Line by line, transcribe the data below exactly and pass over the images.

[Items from a data source]
====

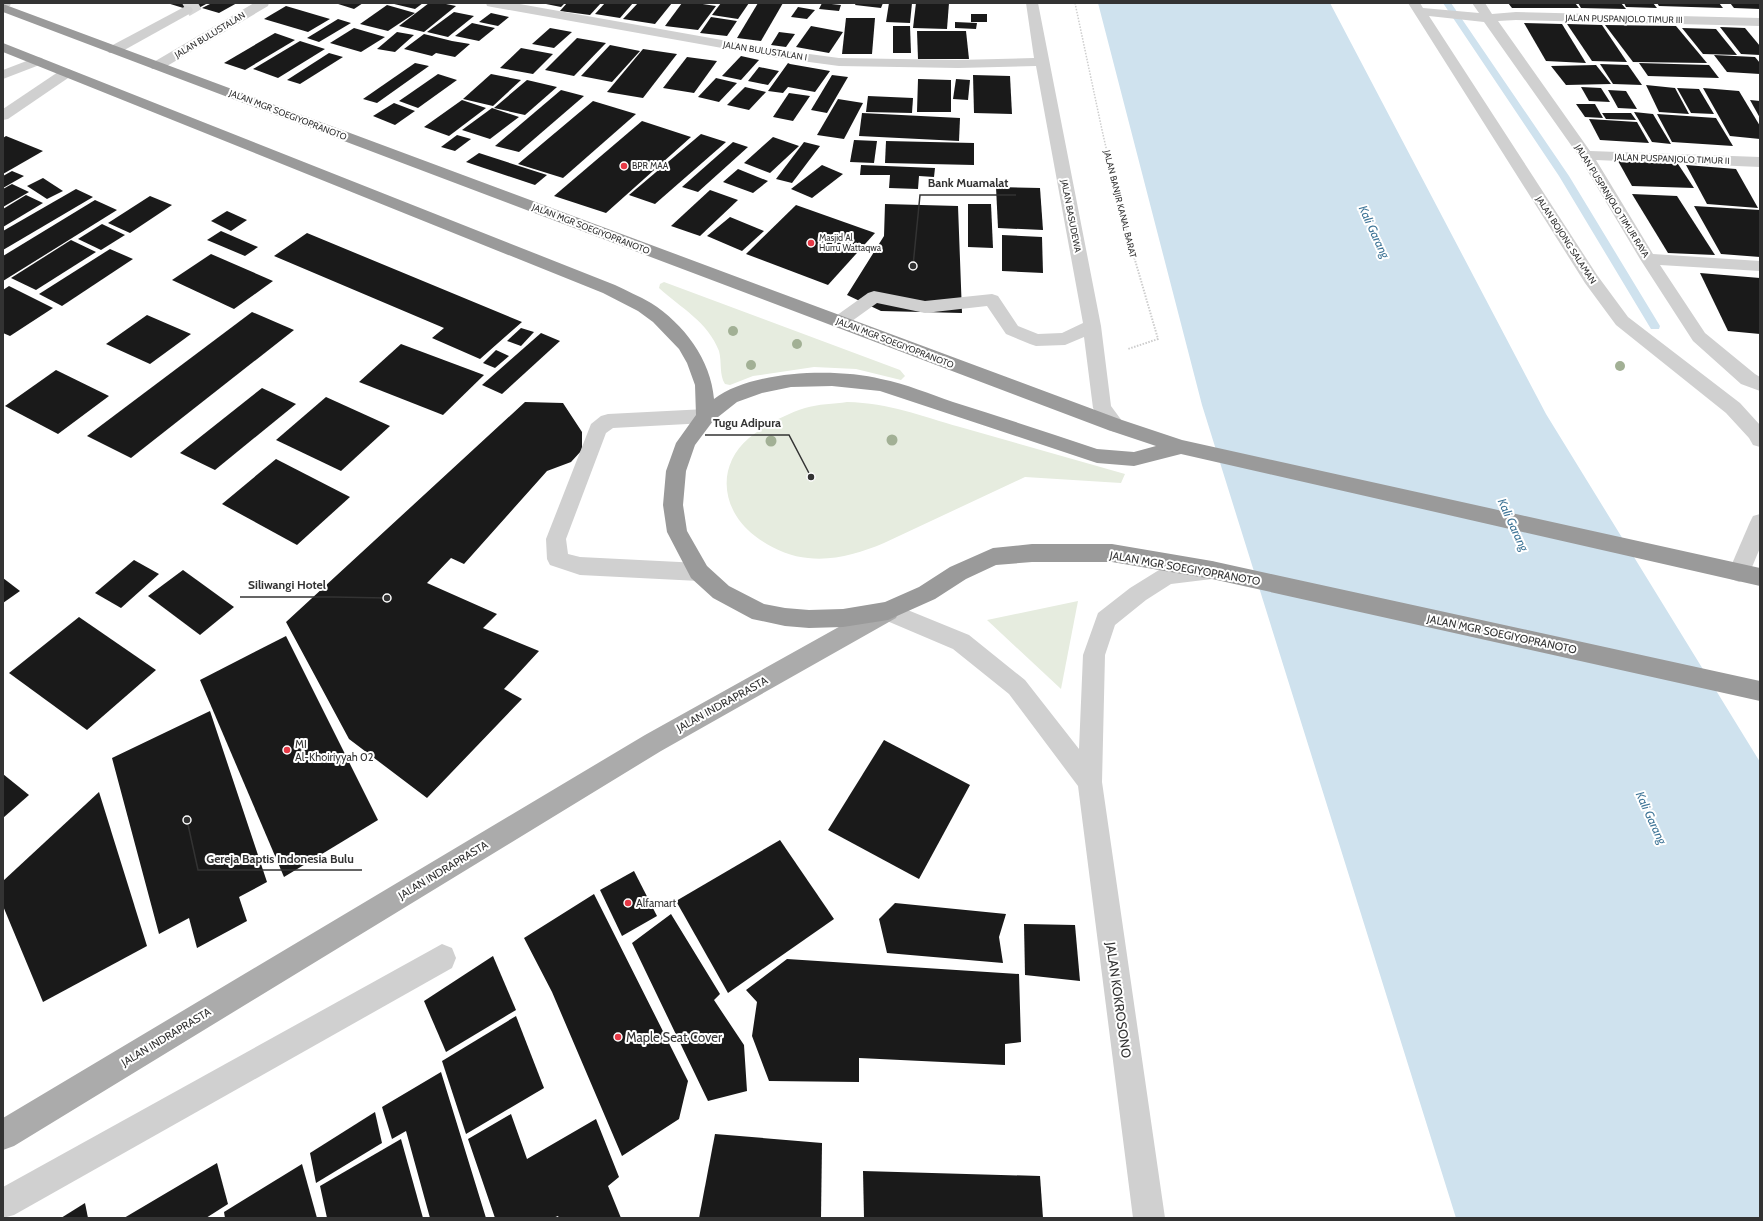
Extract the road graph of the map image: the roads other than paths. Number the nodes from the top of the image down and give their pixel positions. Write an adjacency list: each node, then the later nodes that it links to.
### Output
1 (263, 3): 13 (street, JALAN BULUSTALAN)
2 (492, 3): 12 (street, JALAN BULUSTALAN I)
3 (1032, 3): 12 (street, JALAN BASUDEWA)
4 (3, 8): 10 (highway, JALAN MGR SOEGIYOPRANOTO)
5 (1419, 9): 7 (street, JALAN PUSPANJOLO TIMUR III); 26 (street, JALAN BOJONG SALAMAN)
6 (186, 10): 10 (street)
7 (1482, 12): 8 (street, JALAN PUSPANJOLO TIMUR III); 17 (street, JALAN PUSPANJOLO TIMUR RAYA)
8 (1760, 22)
9 (3, 47): 11 (highway)
10 (114, 50): 13 (highway, JALAN MGR SOEGIYOPRANOTO)
11 (37, 61): 14 (highway); 15 (street)
12 (1042, 62): 22 (street, JALAN BASUDEWA)
13 (157, 66): 21 (highway, JALAN MGR SOEGIYOPRANOTO)
14 (66, 73): 16 (street); 24 (highway)
15 (3, 75)
16 (3, 116)
17 (1585, 155): 18 (street, JALAN PUSPANJOLO TIMUR II); 19 (street, JALAN PUSPANJOLO TIMUR RAYA)
18 (1760, 162)
19 (1648, 258): 20 (street); 23 (street, JALAN PUSPANJOLO TIMUR RAYA)
20 (1760, 266)
21 (838, 322): 22 (street); 25 (highway, JALAN MGR SOEGIYOPRANOTO)
22 (1092, 326): 25 (street, JALAN BASUDEWA)
23 (1760, 384)
24 (706, 416): 27 (highway, JALAN MGR SOEGIYOPRANOTO); 30 (highway, JALAN MGR SOEGIYOPRANOTO); 30 (street)
25 (1115, 425): 27 (highway, JALAN MGR SOEGIYOPRANOTO)
26 (1760, 440)
27 (1183, 447): 31 (highway, JALAN MGR SOEGIYOPRANOTO)
28 (1760, 522): 31 (street)
29 (1212, 570): 33 (highway, JALAN MGR SOEGIYOPRANOTO); 34 (highway, JALAN MGR SOEGIYOPRANOTO); 35 (street, JALAN KOKROSONO)
30 (699, 572): 33 (highway, JALAN MGR SOEGIYOPRANOTO)
31 (1739, 573): 32 (highway, JALAN MGR SOEGIYOPRANOTO)
32 (1760, 577)
33 (888, 611): 35 (street, JALAN KOKROSONO); 37 (main road, JALAN INDRAPRASTA)
34 (1760, 691)
35 (1090, 782): 39 (street, JALAN KOKROSONO)
36 (442, 958): 38 (street)
37 (3, 1135)
38 (3, 1204)
39 (1149, 1218)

====

* [Completed task]:
Extract the road graph of the map image: the roads other than paths. Number the nodes from the top of the image down and give their pixel positions. Write an adjacency list: each node, then the later nodes that it links to.
### Output
1 (263, 3): 13 (street, JALAN BULUSTALAN)
2 (492, 3): 12 (street, JALAN BULUSTALAN I)
3 (1032, 3): 12 (street, JALAN BASUDEWA)
4 (3, 8): 10 (highway, JALAN MGR SOEGIYOPRANOTO)
5 (1419, 9): 7 (street, JALAN PUSPANJOLO TIMUR III); 26 (street, JALAN BOJONG SALAMAN)
6 (186, 10): 10 (street)
7 (1482, 12): 8 (street, JALAN PUSPANJOLO TIMUR III); 17 (street, JALAN PUSPANJOLO TIMUR RAYA)
8 (1760, 22)
9 (3, 47): 11 (highway)
10 (114, 50): 13 (highway, JALAN MGR SOEGIYOPRANOTO)
11 (37, 61): 14 (highway); 15 (street)
12 (1042, 62): 22 (street, JALAN BASUDEWA)
13 (157, 66): 21 (highway, JALAN MGR SOEGIYOPRANOTO)
14 (66, 73): 16 (street); 24 (highway)
15 (3, 75)
16 (3, 116)
17 (1585, 155): 18 (street, JALAN PUSPANJOLO TIMUR II); 19 (street, JALAN PUSPANJOLO TIMUR RAYA)
18 (1760, 162)
19 (1648, 258): 20 (street); 23 (street, JALAN PUSPANJOLO TIMUR RAYA)
20 (1760, 266)
21 (838, 322): 22 (street); 25 (highway, JALAN MGR SOEGIYOPRANOTO)
22 (1092, 326): 25 (street, JALAN BASUDEWA)
23 (1760, 384)
24 (706, 416): 27 (highway, JALAN MGR SOEGIYOPRANOTO); 30 (highway, JALAN MGR SOEGIYOPRANOTO); 30 (street)
25 (1115, 425): 27 (highway, JALAN MGR SOEGIYOPRANOTO)
26 (1760, 440)
27 (1183, 447): 31 (highway, JALAN MGR SOEGIYOPRANOTO)
28 (1760, 522): 31 (street)
29 (1212, 570): 33 (highway, JALAN MGR SOEGIYOPRANOTO); 34 (highway, JALAN MGR SOEGIYOPRANOTO); 35 (street, JALAN KOKROSONO)
30 (699, 572): 33 (highway, JALAN MGR SOEGIYOPRANOTO)
31 (1739, 573): 32 (highway, JALAN MGR SOEGIYOPRANOTO)
32 (1760, 577)
33 (888, 611): 35 (street, JALAN KOKROSONO); 37 (main road, JALAN INDRAPRASTA)
34 (1760, 691)
35 (1090, 782): 39 (street, JALAN KOKROSONO)
36 (442, 958): 38 (street)
37 (3, 1135)
38 (3, 1204)
39 (1149, 1218)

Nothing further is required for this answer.